Seanad debates

Tuesday, 20 January 2009

Anglo Irish Bank Corporation Bill 2009: Second Stage

 

8:00 am

Photo of Liam TwomeyLiam Twomey (Fine Gael)

It was Warren Buffet, the American investor, who said when talking about the stock markets that we know who is swimming naked only when the tide goes out. If members of this Government were showing a builder's bum last September, they most clearly need those discarded builder's helmets in this month of January 2009 after what has been announced in the past couple of weeks. There has been poor handling of the financial crisis. Today, we are discussing the nationalisation of the third largest bank in our democracy yet we still do not know whether it is the right thing to do because of the refusal of the Government to give us the sort of information we need to make that decision.

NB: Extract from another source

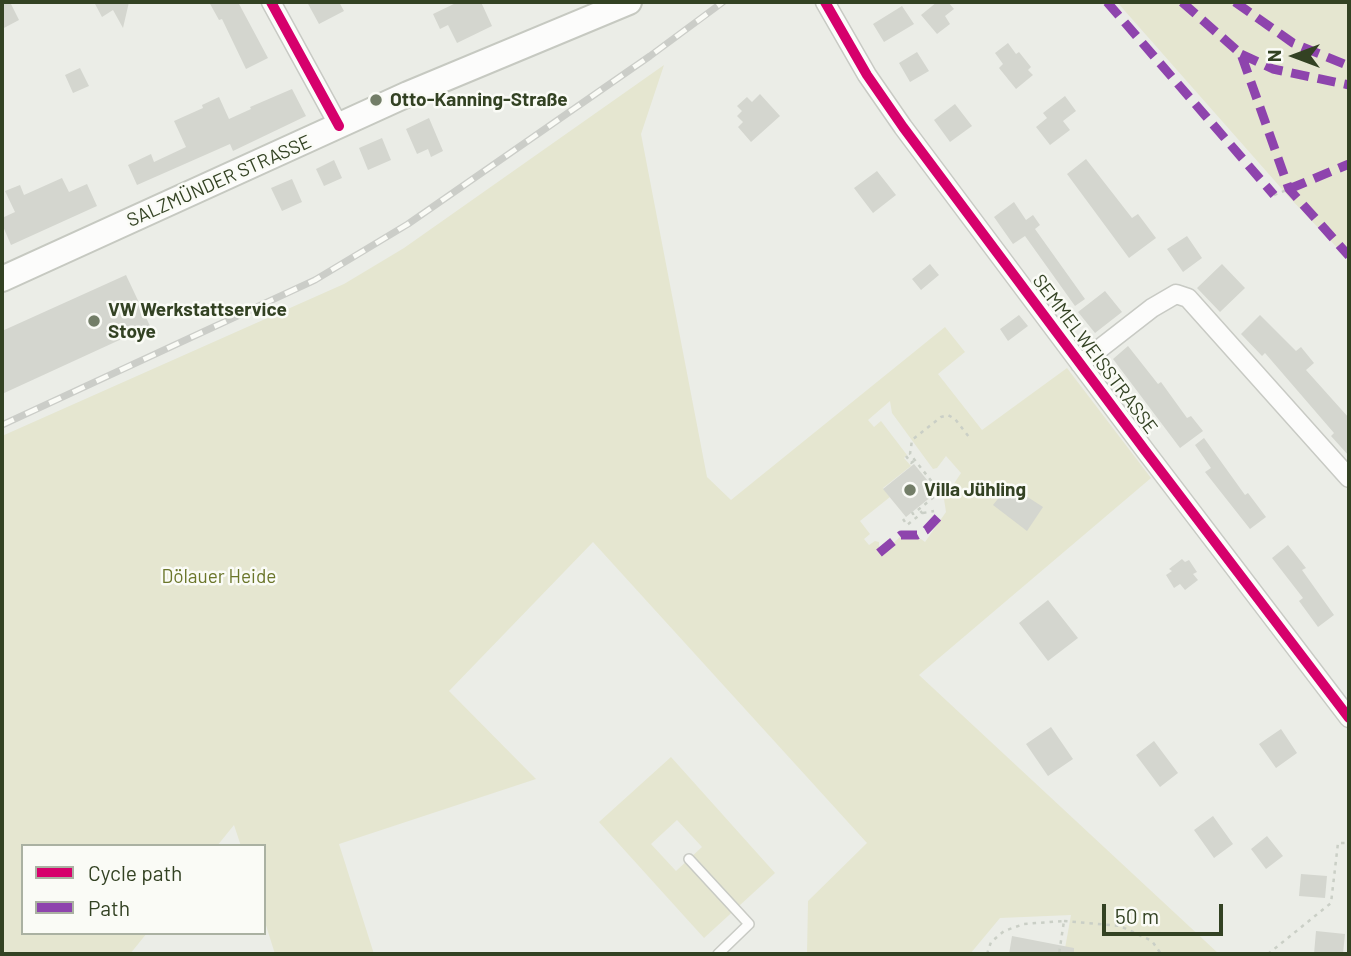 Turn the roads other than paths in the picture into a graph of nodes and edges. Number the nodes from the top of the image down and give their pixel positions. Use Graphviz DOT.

It is disgraceful that the Minister for Finance uses words like "confidentiality" about business decisions to deny telling Irish taxpayers why they may have to stump up billions in the next few years to pay for an institution that clearly has been very badly run. This is about more than just the ethics of lying to taxpayers and not telling them the full truth; the background is also dismal. There seems to be a once-off loss of somewhere between €50 billion and €100 billion in the asset value of our economy. This is a significant loss of vanished assets, comprising anything between 30% and 60% of the GDP from one year. We will have to try to spread the loans that were associated with those assets over a period of time to ascertain whether we can recover some of that sum or pay for it in some other way.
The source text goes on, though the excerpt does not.